Największą bolączką współczesnych smartfonów i tabletów jest długość czasu pracy na baterii, o tym wiemy wszyscy, a co gdyby bateria nie tylko nie potrzebowała ładowania przez tydzień, ale i ładowała się w ciągu 15 minut?

Naukowcy z Northwest Unwersity eksperymentują z nowymi materiałami w bateriach litowo – jonowych. Jednocześnie zastanawiając się jak zapewnić większą pojemność i szybkość ładowania? Kluczem do tego jest gęstość i szybkość przemieszczania się jonów litowych.

Dr. Harold Kung i jego zespól twierdzą, że znaleźli sposób na upakowanie większej ilości jonów i przyspieszenie ich ruchu przez zmianę materiałów do produkcji baterii. Brane są pod uwagę rożne materiały, a jeden ze sposobów przewiduje wywiercenie milionów nano-otworków.
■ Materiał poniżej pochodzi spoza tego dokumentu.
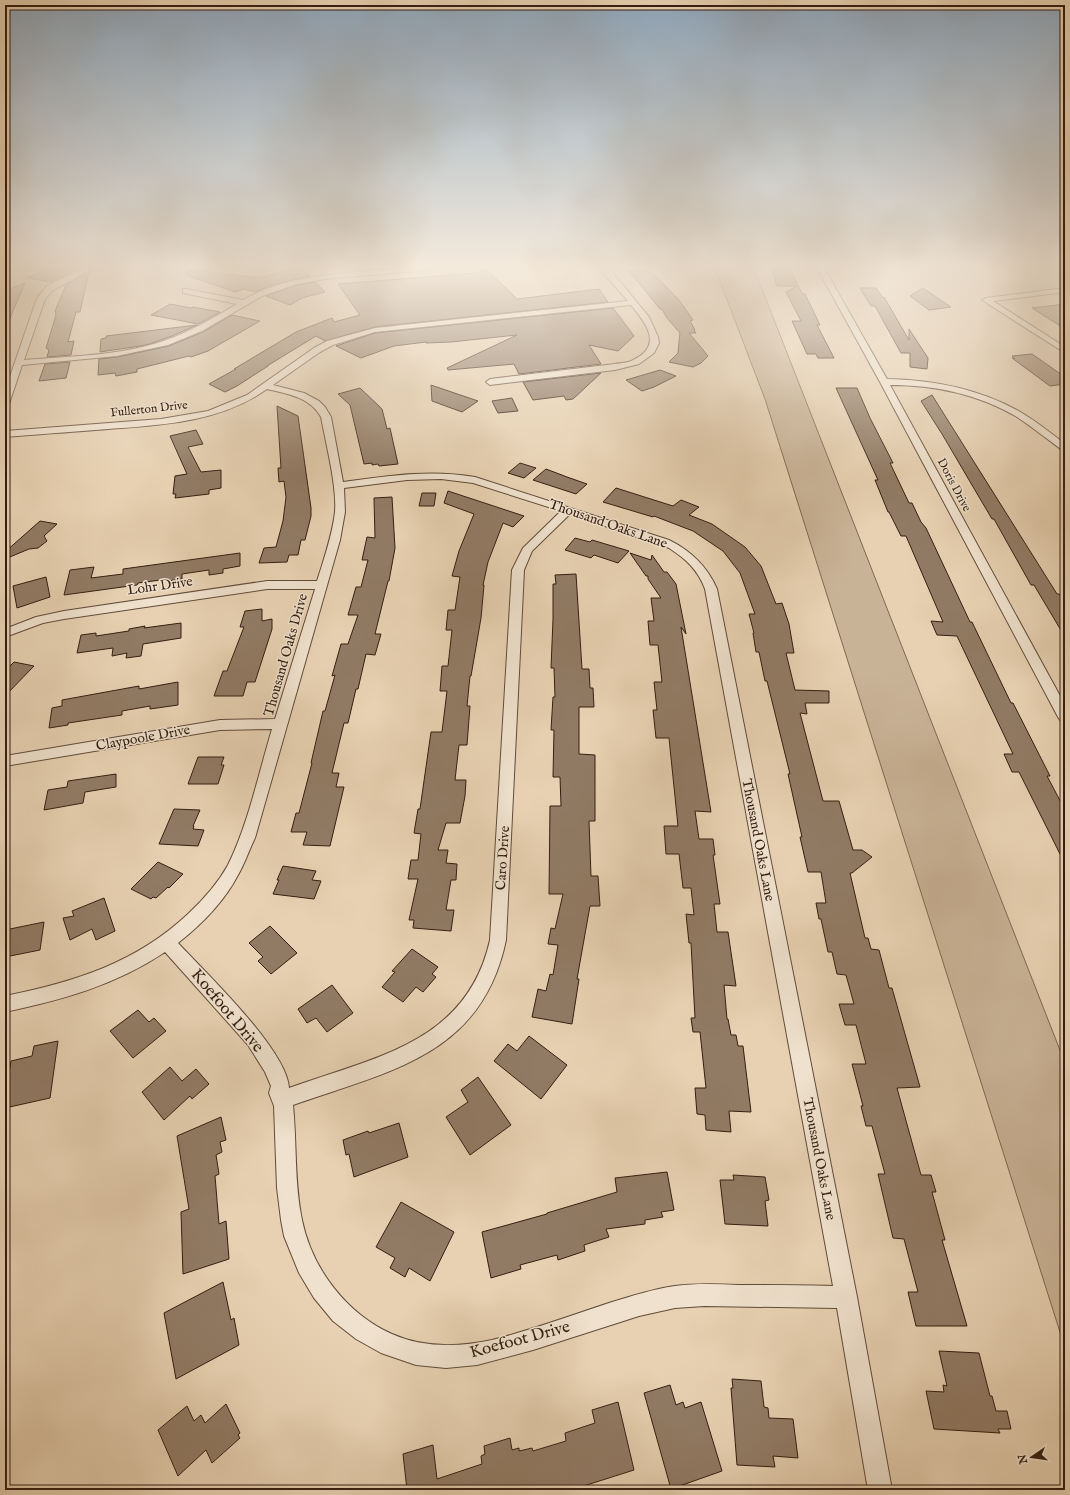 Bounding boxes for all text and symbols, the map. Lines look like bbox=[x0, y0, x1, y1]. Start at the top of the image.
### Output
street label: Fullerton Drive bbox=[110, 397, 189, 421]
street label: Doris Drive bbox=[934, 456, 975, 515]
street label: Thousand Oaks Lane bbox=[546, 495, 670, 553]
street label: Lohr Drive bbox=[126, 572, 194, 599]
street label: Thousand Oaks Drive bbox=[260, 591, 312, 719]
street label: Claypoole Drive bbox=[95, 721, 192, 755]
street label: Thousand Oaks Lane bbox=[737, 777, 779, 903]
street label: Caro Drive bbox=[492, 825, 514, 891]
street label: Koefoot Drive bbox=[186, 965, 268, 1057]
street label: Thousand Oaks Lane bbox=[798, 1096, 840, 1222]
street label: Koefoot Drive bbox=[468, 1317, 573, 1363]
north arrow bbox=[1012, 1437, 1052, 1477]
text: N bbox=[1015, 1452, 1031, 1466] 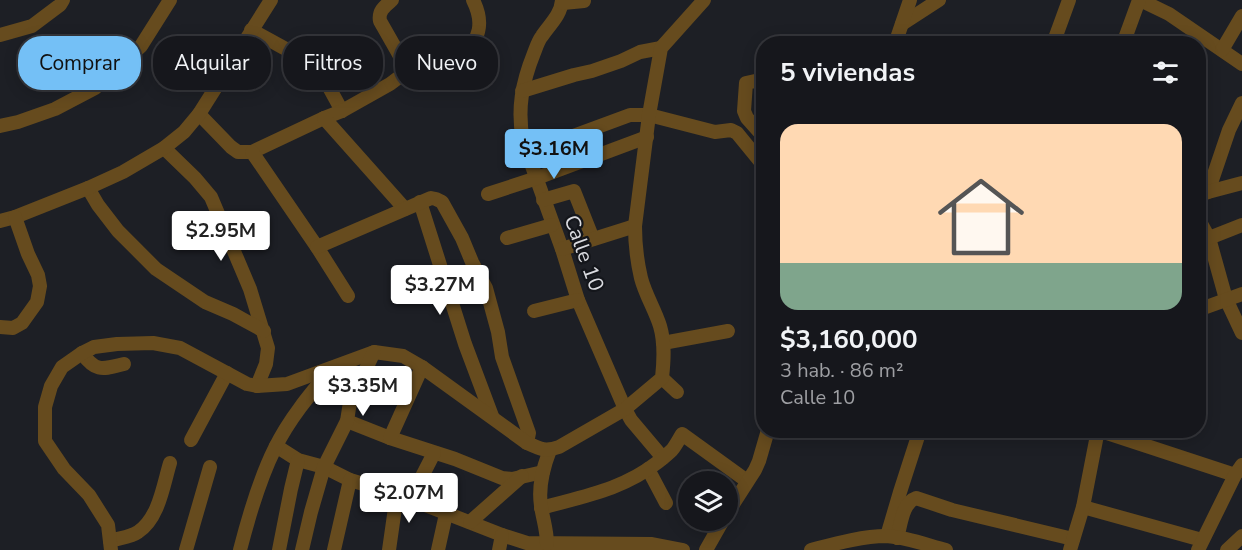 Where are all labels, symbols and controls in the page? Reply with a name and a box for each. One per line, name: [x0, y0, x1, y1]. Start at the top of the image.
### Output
chip: Comprar: [18, 36, 141, 90]
chip: Alquilar: [153, 36, 271, 90]
chip: Filtros: [283, 36, 383, 90]
chip: Nuevo: [395, 36, 498, 90]
text: 5 viviendas: [780, 55, 915, 90]
icon: filters: [1149, 56, 1182, 89]
pin: $3.16M: [505, 129, 603, 180]
text: $3.16M: [519, 135, 589, 162]
icon: home: [927, 163, 1035, 271]
pin: $2.95M: [172, 211, 270, 262]
street label: Calle 10: [557, 211, 611, 295]
text: $2.95M: [186, 217, 256, 244]
pin: $3.27M: [391, 265, 489, 316]
text: $3.27M: [405, 271, 475, 298]
text: $3,160,000: [780, 322, 918, 357]
text: 3 hab. · 86 m²: [780, 357, 904, 384]
pin: $3.35M: [314, 366, 412, 417]
text: $3.35M: [328, 372, 398, 399]
text: Calle 10: [780, 384, 855, 411]
map controls: [678, 471, 738, 531]
button: layers: [678, 471, 738, 531]
pin: $2.07M: [360, 473, 458, 524]
text: $2.07M: [374, 479, 444, 506] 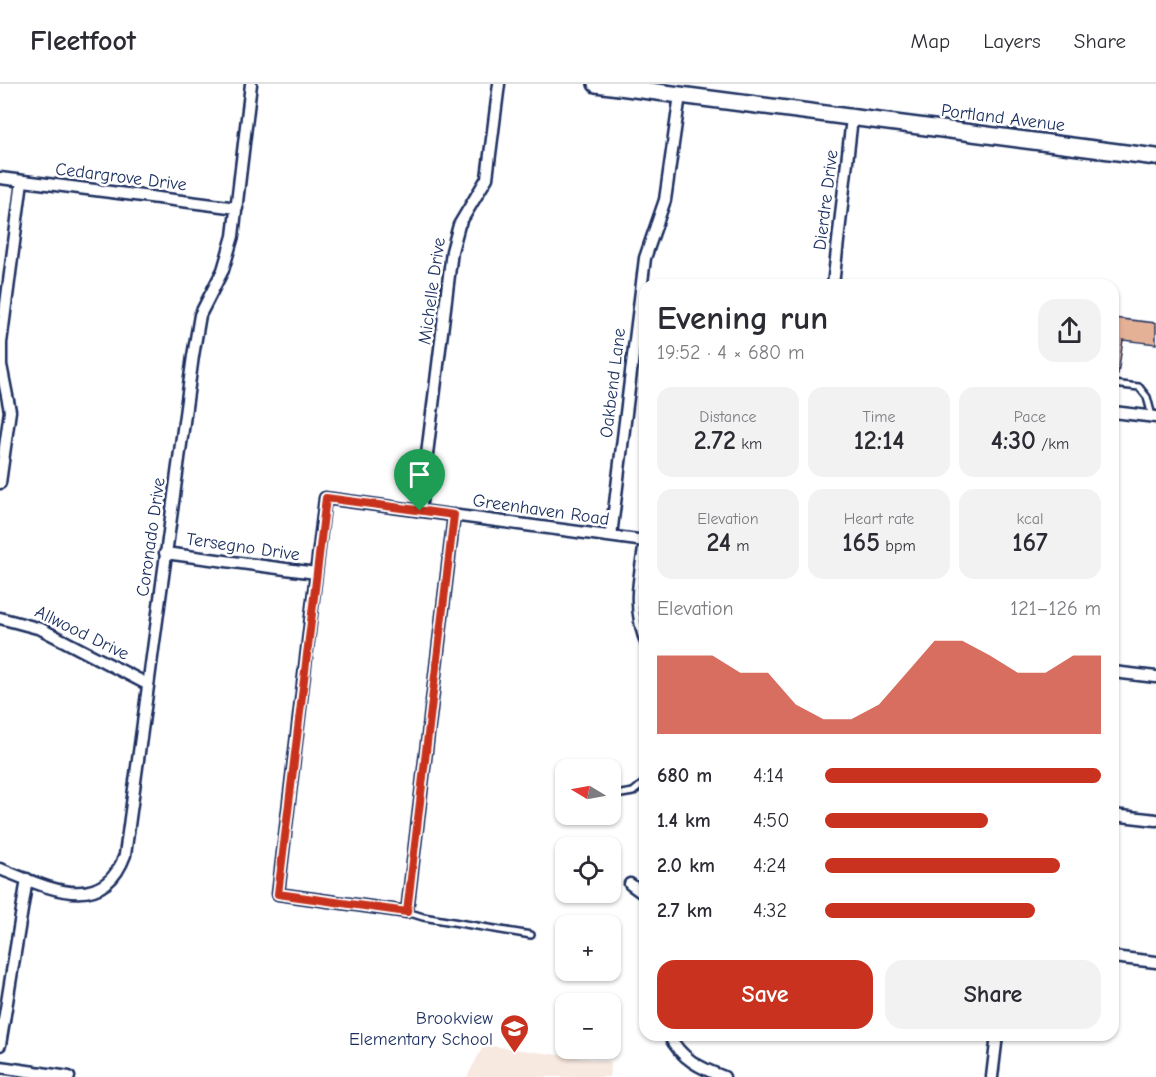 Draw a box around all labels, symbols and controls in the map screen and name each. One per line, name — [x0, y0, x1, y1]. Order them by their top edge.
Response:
text: Fleetfoot — [30, 25, 136, 57]
text: Map — [911, 29, 950, 53]
text: Layers — [983, 29, 1041, 53]
text: Share — [1074, 29, 1126, 53]
street label: Portland Avenue — [940, 100, 1066, 136]
street label: Dierdre Drive — [809, 149, 843, 251]
street label: Cedargrove Drive — [54, 159, 188, 195]
street label: Michelle Drive — [414, 236, 450, 346]
text: Evening run — [657, 299, 828, 337]
button: share — [1038, 299, 1101, 362]
street label: Oakbend Lane — [596, 327, 630, 439]
text: 19:52 · 4 × 680 m — [657, 341, 804, 364]
text: Distance — [699, 408, 757, 426]
text: Time — [862, 408, 896, 426]
text: Pace — [1014, 408, 1046, 426]
text: 2.72 — [694, 426, 736, 456]
text: 12:14 — [854, 426, 904, 456]
text: 4:30 — [991, 426, 1036, 456]
text: km — [736, 435, 762, 453]
text: /km — [1036, 435, 1069, 453]
pin — [394, 449, 445, 511]
icon: arrive — [403, 458, 436, 491]
street label: Coronado Drive — [132, 476, 170, 598]
street label: Greenhaven Road — [471, 490, 611, 530]
text: Elevation — [697, 510, 759, 528]
text: Heart rate — [844, 510, 914, 528]
text: kcal — [1017, 510, 1043, 528]
text: 24 — [707, 528, 731, 558]
text: 165 — [842, 528, 880, 558]
text: 167 — [1012, 528, 1048, 558]
street label: Tersegno Drive — [185, 529, 301, 565]
text: m — [731, 537, 749, 555]
text: bpm — [880, 537, 916, 555]
text: Elevation — [657, 597, 734, 620]
text: 121–126 m — [1010, 597, 1101, 620]
street label: Allwood Drive — [32, 601, 132, 665]
north arrow — [555, 759, 621, 825]
map controls — [555, 759, 621, 1059]
text: 680 m — [657, 764, 712, 787]
text: 4:14 — [753, 764, 784, 787]
text: 1.4 km — [657, 809, 711, 832]
text: 4:50 — [753, 809, 789, 832]
button: locate — [555, 837, 621, 903]
text: 2.0 km — [657, 854, 715, 877]
text: 4:24 — [753, 854, 786, 877]
text: 2.7 km — [657, 899, 712, 922]
text: 4:32 — [753, 899, 787, 922]
button: + — [555, 915, 621, 981]
button: Save — [657, 960, 873, 1029]
button: Share — [885, 960, 1101, 1029]
button: − — [555, 993, 621, 1059]
place label: Brookview Elementary School — [349, 1008, 493, 1050]
school or university icon: Brookview Elementary School — [498, 1012, 530, 1054] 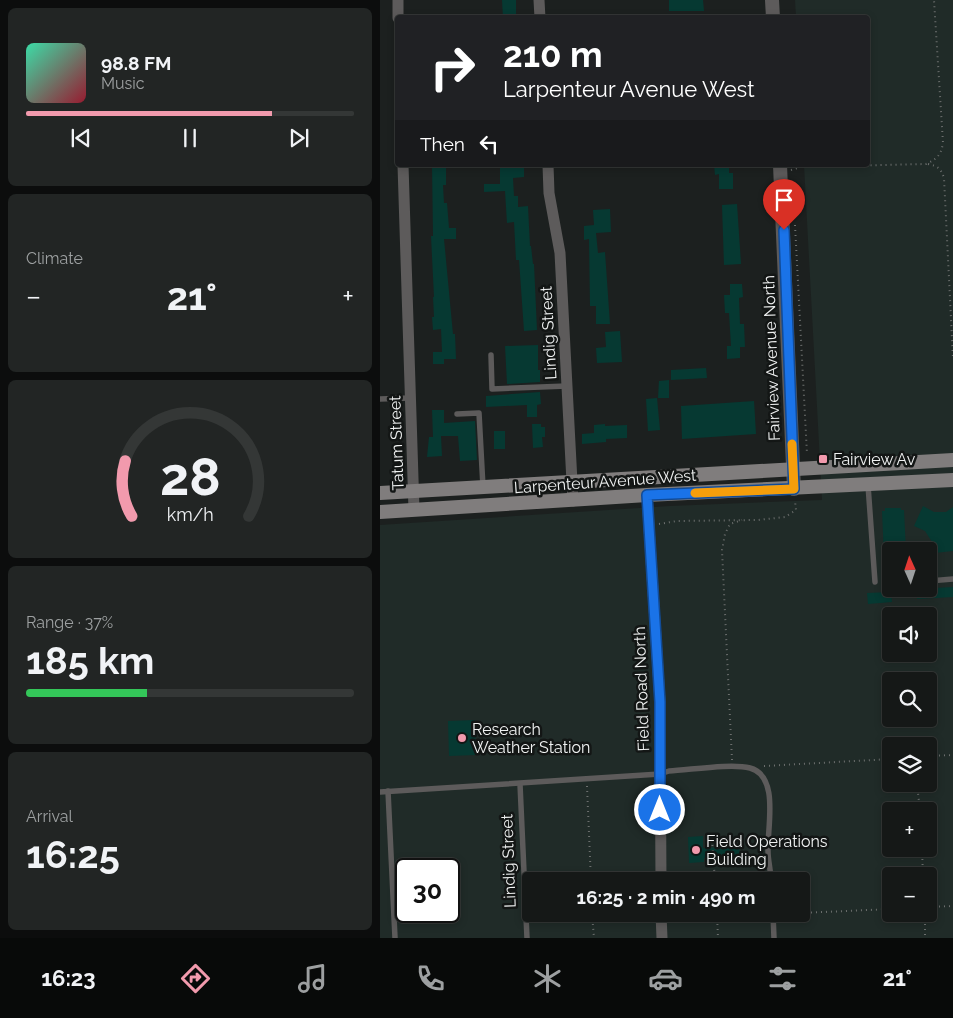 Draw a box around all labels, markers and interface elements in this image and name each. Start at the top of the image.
text: 210 m [503,34,603,75]
icon: right [420,35,485,100]
text: 98.8 FM [101,52,171,74]
text: Music [101,74,145,93]
text: Larpenteur Avenue West [503,76,755,102]
icon: previous [67,124,95,152]
icon: pause [176,124,204,152]
icon: next [285,124,313,152]
icon: left [475,130,503,158]
text: Then [420,133,465,155]
pin [763,179,805,230]
icon: arrive [770,186,798,214]
text: Climate [26,249,83,268]
text: 21° [167,274,217,319]
street label: Fairview Avenue North [759,275,784,441]
text: − [26,280,41,313]
text: + [342,280,354,313]
street label: Lindig Street [537,285,560,380]
street label: Tatum Street [385,395,408,491]
text: 28 [160,446,220,507]
place label: Fairview Av [833,450,916,469]
marker: Fairview Av [817,453,829,465]
street label: Larpenteur Avenue West [513,466,698,497]
text: km/h [166,504,214,525]
north arrow [882,542,938,598]
map controls [882,542,937,922]
button: sound [882,607,937,662]
text: Range · 37% [26,613,113,632]
street label: Field Road North [630,626,653,752]
text: 185 km [26,638,154,683]
button: search [882,672,937,727]
place label: Research Weather Station [472,720,590,757]
marker: Research Weather Station [456,732,468,744]
button: layers [882,737,937,792]
position arrow [633,783,685,835]
button: + [882,802,937,857]
text: Arrival [26,807,73,826]
street label: Lindig Street [497,813,520,908]
text: 16:25 [26,832,120,877]
place label: Field Operations Building [706,832,828,869]
marker: Field Operations Building [690,844,702,856]
speed limit sign: 30 [395,858,460,923]
button: − [882,867,937,922]
text: 16:25 · 2 min · 490 m [577,886,755,908]
icon: directions [178,961,213,996]
icon: music [295,961,330,996]
icon: phone [413,961,448,996]
icon: climate [530,961,565,996]
icon: car [648,961,683,996]
icon: filters [765,961,800,996]
text: 16:23 [41,965,96,991]
text: 21° [883,965,912,991]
Baterie takie będą miały jeden minus, czas ładowania wydłuży się, a moc zmniejszy po około 150 cyklach ładowania. Mimo to, nawet po 150 cyklach ładowania, co przełoży się na około rok użytkowania, takie baterie będą bardziej wydajne niż współczesne baterie litowo – jonowe.

Pewnie zastanawiacie się gdzie taką kupić? Jeszcze nigdzie, wprowadzenie na rynek zajmie około 5 lat.

Więc przed nami jeszcze długa droga do tego czasu urządzenia będą pobierały mniej prądu, co zmniejszy zapotrzebowanie na moc – mam nadzieję.